Parametric models have been widely used in pertinent literature for reconstructing, modifying and representing a wide range of airfoil and/or hydrofoil profile geometries. Design spaces corresponding to these models can be exploited for modeling and profile-shape optimization under various performance criteria. Accuracy requirements, along with the need for modeling local features, often lead to high-dimensional design spaces that hinder the process of shape optimization and design through analysis.

  • shape-informed parametrization
  • dimensionality reduction
  • airfoils
  • hydrofoils

1. Introduction

Free-form functional surfaces, such as wings, rudders, turbine blades, ship hulls, etc., play a vital role in the performance of a wide range of engineering products. Consequently, they have a significant impact on energy efficiency, the environmental footprint, along with structural integrity, safety, durability, and the financial viability of such endeavors. Such surfaces commonly possess complex geometries, which go far beyond simple primitive shapes, and therefore require advanced modeling techniques, e.g., parametric modeling, to efficiently represent and handle their free-form nature. Recent advancements in geometric modeling techniques, pioneered by mathematicians, computer scientists, and engineers, have significantly enhanced the capabilities of parametric modeling. This state-of-the-art technology effectively represents intricate shapes encountered in diverse fields such as naval architecture, ocean engineering, turbo-machinery, and automotive design [1][2][1,2].
To meet the need for cutting-edge designs, there is an increasing need for global optimization across increasingly wider design spaces with an ever-increasing number of design variables. However, such attempts are commonly hampered by the curse of dimensionality, which degrades the performance of optimization techniques as the dimension of the design space increases [3][4][3,4]. The first steps in design space dimensionality reduction involve methods which identify significant factors and variables and eliminate the remaining ones by assigning appropriate constant values; see [5]. However, this approach is obviously simplistic and may fail to yield optimal results as it overlooks the potential importance of variables’ interdependency and their effect on optimization; see also [6]. Variance-based sensitivity analysis, employing Sobol indices [7], allows a more nuanced evaluation of the significance of the variables, but requires a statistically significant number of samples and becomes computationally intensive as dimensionality increases. To address such challenges, dimensionality reduction techniques, ranging from principal component analysis to unsupervised learning and feature extraction techniques, that capture essential design space directions while preserving critical features, have been employed [8]. The last family of methods uncovers the underlying structures, enabling efficient optimization and knowledge acquisition.
Similarly, in the context of functional-surface design, high-dimensional simulation-driven design optimization problems can greatly benefit from the application of offline/upfront, design-space dimensionality reduction methods.

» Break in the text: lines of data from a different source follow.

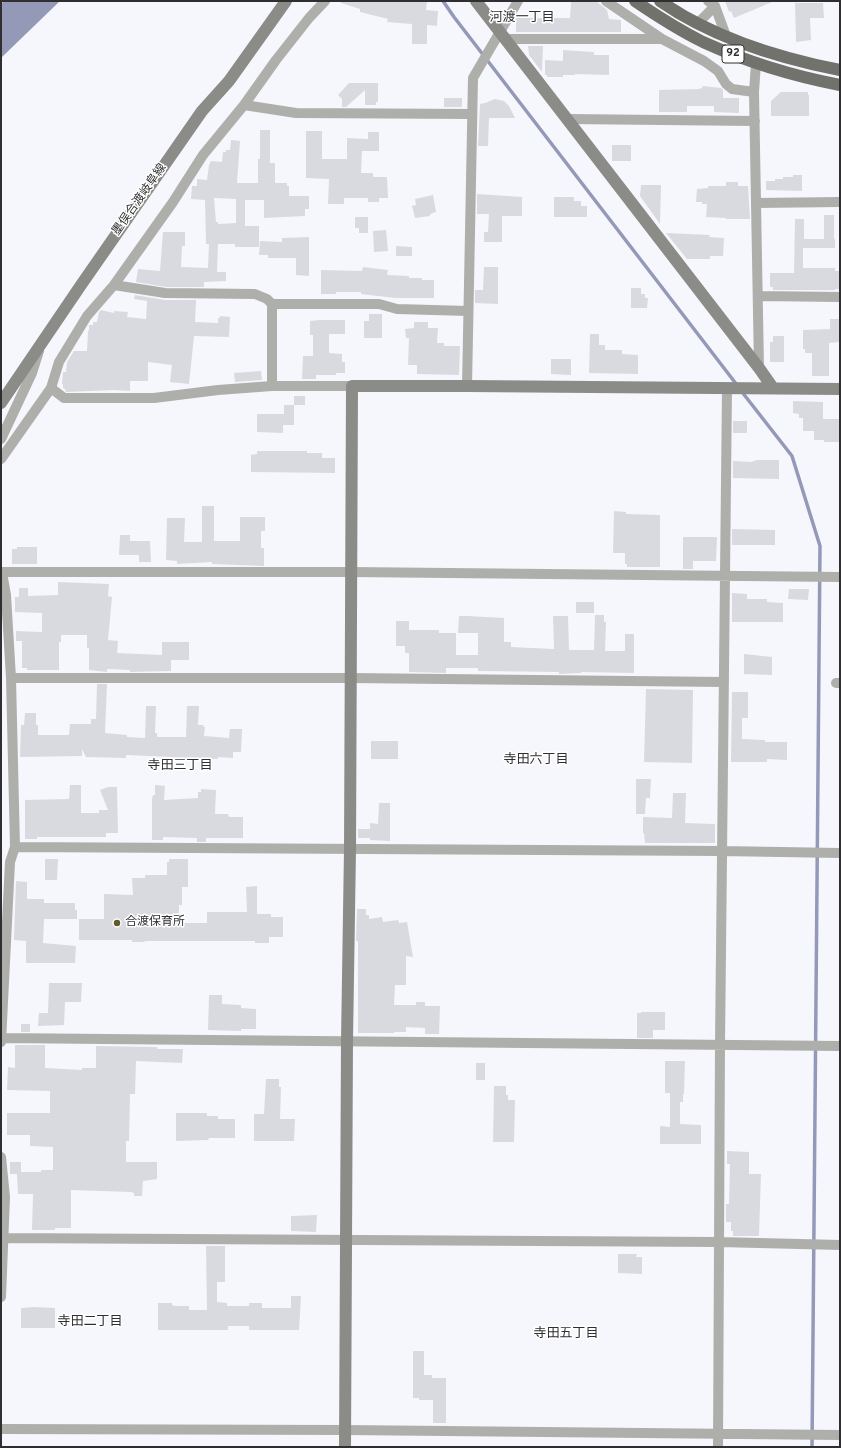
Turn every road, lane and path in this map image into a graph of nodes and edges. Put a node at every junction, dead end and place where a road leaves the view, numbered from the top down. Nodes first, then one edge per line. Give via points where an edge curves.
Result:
1 (286, 1) edge
2 (325, 1) edge
3 (476, 1) edge
4 (518, 1) edge
5 (606, 1) edge
6 (635, 1) edge
7 (660, 1) edge
8 (712, 3) edge
9 (698, 23) junction
10 (502, 36) junction
11 (726, 36) junction
12 (662, 40) junction
13 (756, 63) junction
14 (840, 70) edge
15 (840, 85) edge
16 (754, 92) junction
17 (244, 105) junction
18 (471, 114) junction
19 (568, 119) junction
20 (755, 121) junction
21 (840, 202) edge
22 (756, 203) junction
23 (114, 285) junction
24 (758, 296) junction
25 (840, 296) edge
26 (272, 304) junction
27 (468, 311) junction
28 (42, 342) junction
29 (759, 368) junction
30 (272, 386) junction
31 (352, 386) junction
32 (467, 386) junction
33 (51, 388) junction
34 (728, 388) junction
35 (773, 388) junction
36 (840, 389) edge
37 (1, 403) edge
38 (1, 439) edge
39 (1, 459) edge
40 (1, 572) edge
41 (351, 572) junction
42 (724, 575) junction
43 (837, 577) edge
44 (5, 660) edge
45 (11, 678) junction
46 (350, 678) junction
47 (724, 682) junction
48 (15, 847) junction
49 (350, 849) junction
50 (721, 851) junction
51 (835, 853) edge
52 (6, 862) edge
53 (1, 1038) edge
54 (347, 1041) junction
55 (1, 1042) edge
56 (720, 1044) junction
57 (840, 1046) edge
58 (1, 1157) edge
59 (2, 1238) edge
60 (346, 1240) junction
61 (719, 1242) junction
62 (840, 1245) edge
63 (1, 1297) edge
64 (1, 1429) edge
65 (345, 1430) junction
66 (718, 1434) junction
67 (840, 1435) edge
68 (344, 1447) edge
69 (718, 1447) edge

1 - 28 street, 墨俣合渡岐阜線 via 229,81 202,111
2 - 17 street via 276,60
3 - 10 street
4 - 10 street
5 - 12 street
6 - 13 main road, 92 via 704,42
7 - 9 main road, 92
8 - 9 street
8 - 11 street
9 - 11 main road, 92
10 - 12 street
10 - 18 street via 492,46 472,78
10 - 19 street
11 - 14 main road, 92 via 750,47 812,65
12 - 16 street via 704,61 718,71 732,89
13 - 15 main road, 92 via 809,79
13 - 16 street
16 - 20 street
17 - 18 street via 296,113
17 - 23 street via 203,155
18 - 27 street
19 - 20 street
19 - 29 street
20 - 22 street
21 - 22 street
22 - 24 street
23 - 26 street via 165,293 255,294
23 - 33 street via 87,316 59,362
24 - 25 street
24 - 29 street
26 - 27 street via 379,304 397,308
26 - 30 street
27 - 32 street
28 - 37 street, 墨俣合渡岐阜線
28 - 38 street via 32,373
29 - 35 street
30 - 31 street
30 - 33 street via 154,398 64,398
31 - 32 street
31 - 41 street
32 - 34 street
33 - 39 street
34 - 35 street
34 - 42 street
35 - 36 street
40 - 41 street
40 - 44 street via 6,596
41 - 42 street
41 - 46 street
42 - 43 street
42 - 47 street
44 - 45 street
45 - 46 street
45 - 48 street
46 - 47 street
46 - 49 street
47 - 50 street
48 - 49 street
48 - 52 street
49 - 50 street
49 - 54 street
50 - 51 street
50 - 56 street
52 - 53 street
53 - 54 street
53 - 55 street
54 - 56 street
54 - 60 street
56 - 57 street
56 - 61 street
58 - 59 street via 5,1197
59 - 60 street
59 - 63 street
60 - 61 street
60 - 65 street
61 - 62 street
61 - 66 street
64 - 65 street
65 - 66 street
65 - 68 street
66 - 67 street
66 - 69 street

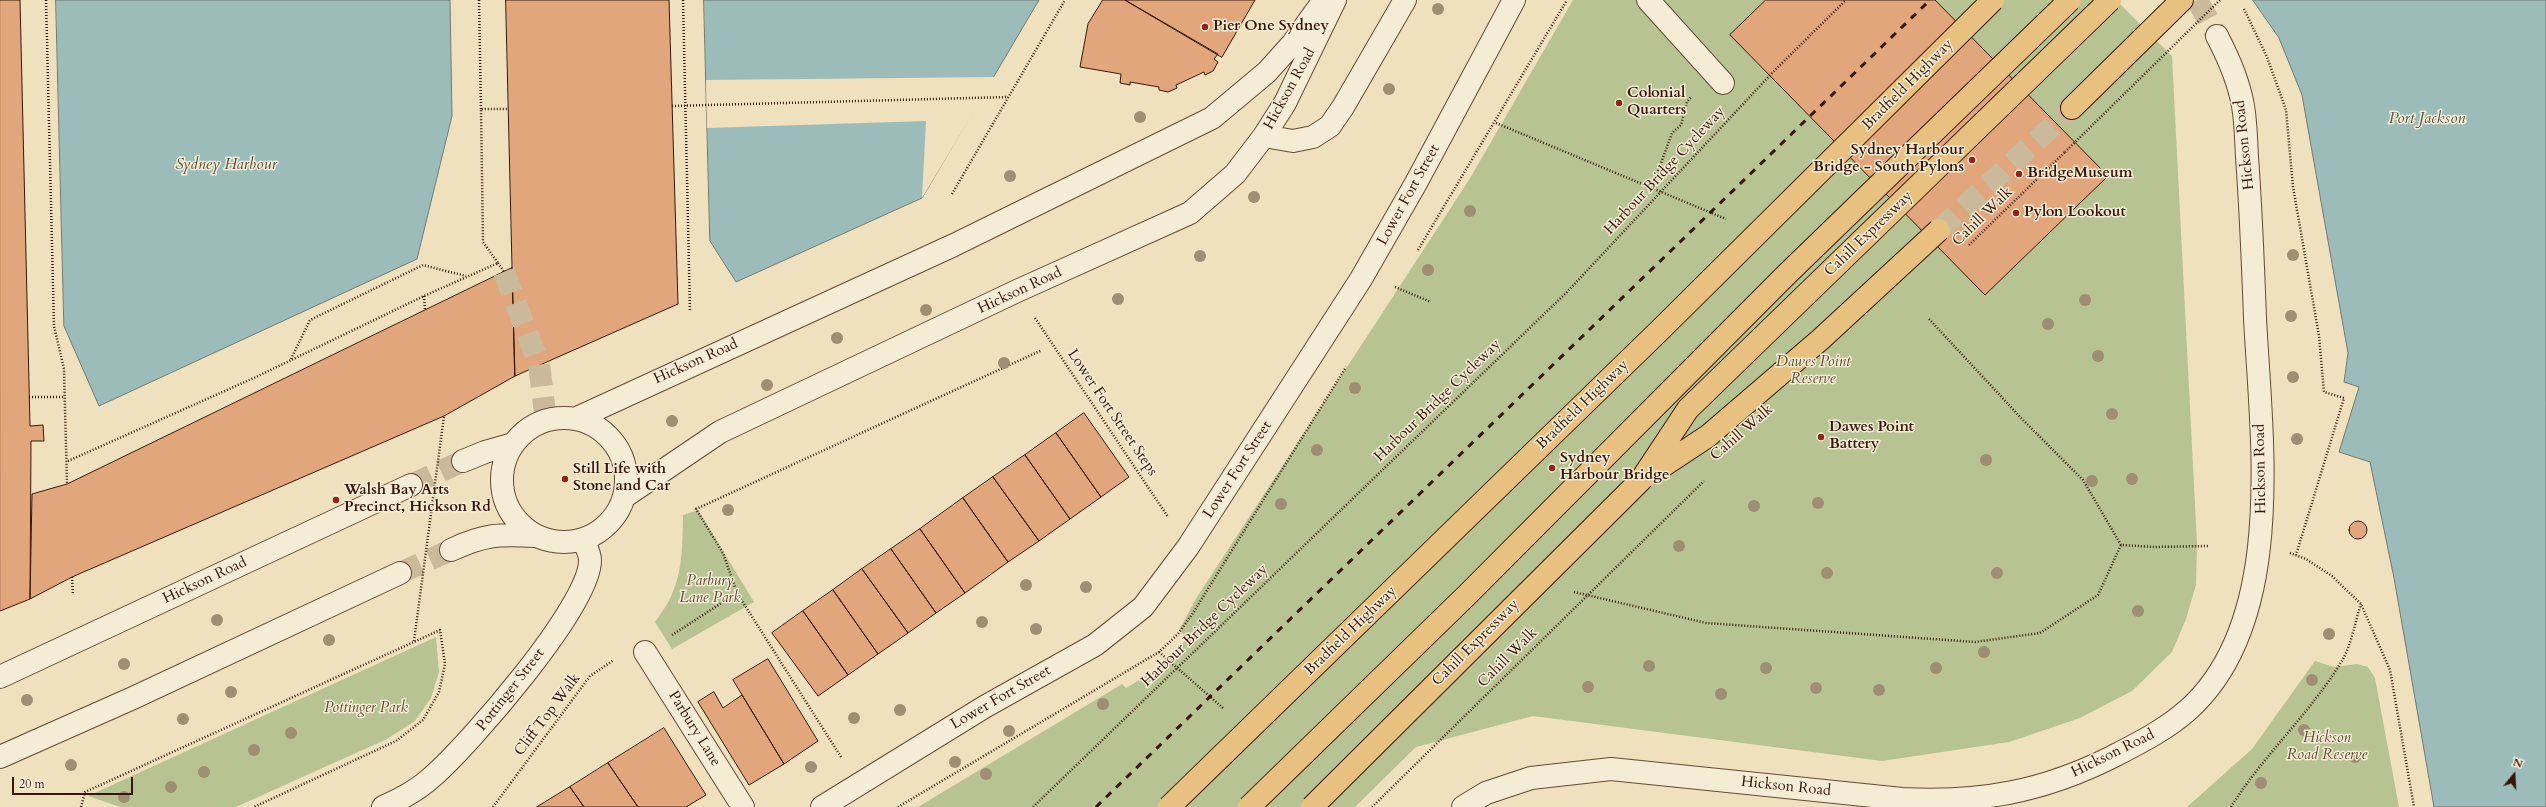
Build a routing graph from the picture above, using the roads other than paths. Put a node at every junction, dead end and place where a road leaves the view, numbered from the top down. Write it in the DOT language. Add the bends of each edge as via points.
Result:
graph roads {
  1 [pos="1324,0"];
  2 [pos="1335,0"];
  3 [pos="1405,0"];
  4 [pos="1514,0"];
  5 [pos="1648,0"];
  6 [pos="1993,0"];
  7 [pos="2070,0"];
  8 [pos="2110,0"];
  9 [pos="2182,0"];
  10 [pos="2217,36"];
  11 [pos="1719,79"];
  12 [pos="2072,108"];
  13 [pos="1264,136"];
  14 [pos="1939,230"];
  15 [pos="574,419"];
  16 [pos="513,444"];
  17 [pos="464,461"];
  18 [pos="1641,480"];
  19 [pos="411,485"];
  20 [pos="624,497"];
  21 [pos="536,536"];
  22 [pos="583,540"];
  23 [pos="451,550"];
  24 [pos="400,574"];
  25 [pos="645,652"];
  26 [pos="0,677"];
  27 [pos="0,758"];
  28 [pos="383,807"];
  29 [pos="743,807"];
  30 [pos="822,807"];
  31 [pos="1169,807"];
  32 [pos="1249,807"];
  33 [pos="1312,807"];
  34 [pos="1463,807"];
  1 -- 15 [label="street, Hickson Road" via="1293,43 1267,72 1212,118 954,245"];
  2 -- 13 [label="street, Hickson Road" via="1285,103"];
  3 -- 13 [label="street" via="1330,126 1312,137 1293,142"];
  4 -- 30 [label="street, Lower Fort Street" via="1420,176 1361,279 1188,547 1143,607 1095,645 986,706"];
  5 -- 11 [label="street"];
  6 -- 31 [label="highway, Bradfield Highway, bridge" via="1677,313"];
  7 -- 32 [label="highway, bridge" via="1787,274 1467,595"];
  8 -- 18 [label="highway, Cahill Expressway, bridge" via="1688,409"];
  9 -- 12 [label="highway"];
  10 -- 34 [label="street, Hickson Road" via="2228,58 2243,105 2250,190 2263,479 2261,544 2237,639 2219,674 2190,709 2148,739 2099,764 2045,785 1994,797 1946,801 1902,799 1611,769 1531,778 1486,793"];
  13 -- 20 [label="street, Hickson Road" via="1235,174 1190,213 1017,291 720,432"];
  14 -- 18 [label="highway, Cahill Expressway, bridge" via="1821,339 1708,436"];
  15 -- 16 [label="street" via="561,418 533,426"];
  15 -- 20 [label="street" via="588,423 612,441 624,467"];
  16 -- 17 [label="street"];
  16 -- 21 [label="street" via="505,458 502,488 512,516"];
  18 -- 33 [label="highway, Cahill Expressway, bridge"];
  19 -- 26 [label="street, Hickson Road"];
  20 -- 22 [label="street" via="609,523"];
  21 -- 22 [label="street" via="556,542"];
  21 -- 23 [label="street" via="478,537"];
  22 -- 28 [label="street, Pottinger Street" via="590,560 586,576 552,638 474,736 431,778"];
  24 -- 27 [label="street"];
  25 -- 29 [label="street, Parbury Lane"];
}
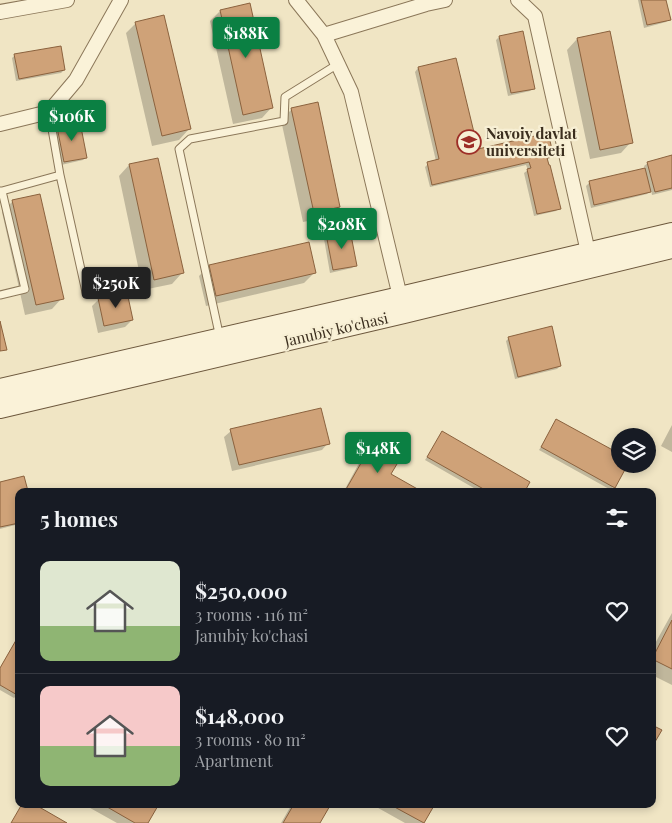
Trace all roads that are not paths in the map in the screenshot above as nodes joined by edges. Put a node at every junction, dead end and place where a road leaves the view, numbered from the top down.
1 (67, 0) edge
2 (122, 0) edge
3 (296, 0) edge
4 (445, 0) edge
5 (518, 0) edge
6 (426, 2) edge
7 (20, 4) edge
8 (0, 12) edge
9 (324, 34) junction
10 (338, 64) junction
11 (49, 112) junction
12 (0, 124) edge
13 (60, 175) junction
14 (1, 191) edge
15 (672, 233) edge
16 (672, 248) edge
17 (590, 260) junction
18 (86, 292) dead end
19 (0, 295) edge
20 (402, 305) junction
21 (222, 347) junction
22 (0, 389) edge
23 (0, 408) edge

1 - 7 street
2 - 11 street
3 - 9 street
4 - 6 street
5 - 17 street
6 - 9 street
7 - 8 street
9 - 10 street
10 - 20 street
10 - 21 lane
11 - 12 street
11 - 13 lane
13 - 14 lane
13 - 18 lane
14 - 19 lane
15 - 17 main road, Janubiy ko'chasi
16 - 17 main road, Janubiy ko'chasi
17 - 20 main road, Janubiy ko'chasi
20 - 21 main road, Janubiy ko'chasi
21 - 22 main road, Janubiy ko'chasi
21 - 23 main road, Janubiy ko'chasi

Such contemporary methods assess the variability present within the design space and subsequently reduce its dimensionality accordingly. Hence, these techniques enable effective dimensionality reduction to be performed prior to initiating the optimization process. Diez et al. [9] introduced a method based on the Karhunen-Loève expansion, also known as proper orthogonal decomposition, to assess shape modification variability and establish a latent space with a reduced dimension for the shape modification vector; see also [10]. Despite the effectiveness of such approaches, they are not without drawbacks. One such drawback pertains to their failure to fully maintain the shape complexity and its underlying geometric structure. As a result, the resulting latent subspaces lack the ability to generate sufficiently diverse and/or valid shapes efficiently when used in shape optimization. This lack of representational capacity and compactness (i.e., shape validity) can hinder the success of the optimizer by spending the majority of the computational budget exploring infeasible or invalid shapes. In addition, these techniques often rely purely on geometric features and lack information related to performance criteria and the physics involved in the design assessment. Therefore, it is pivotal to employ more sophisticated representations that encompass high-level information regarding the shape’s structure and physics.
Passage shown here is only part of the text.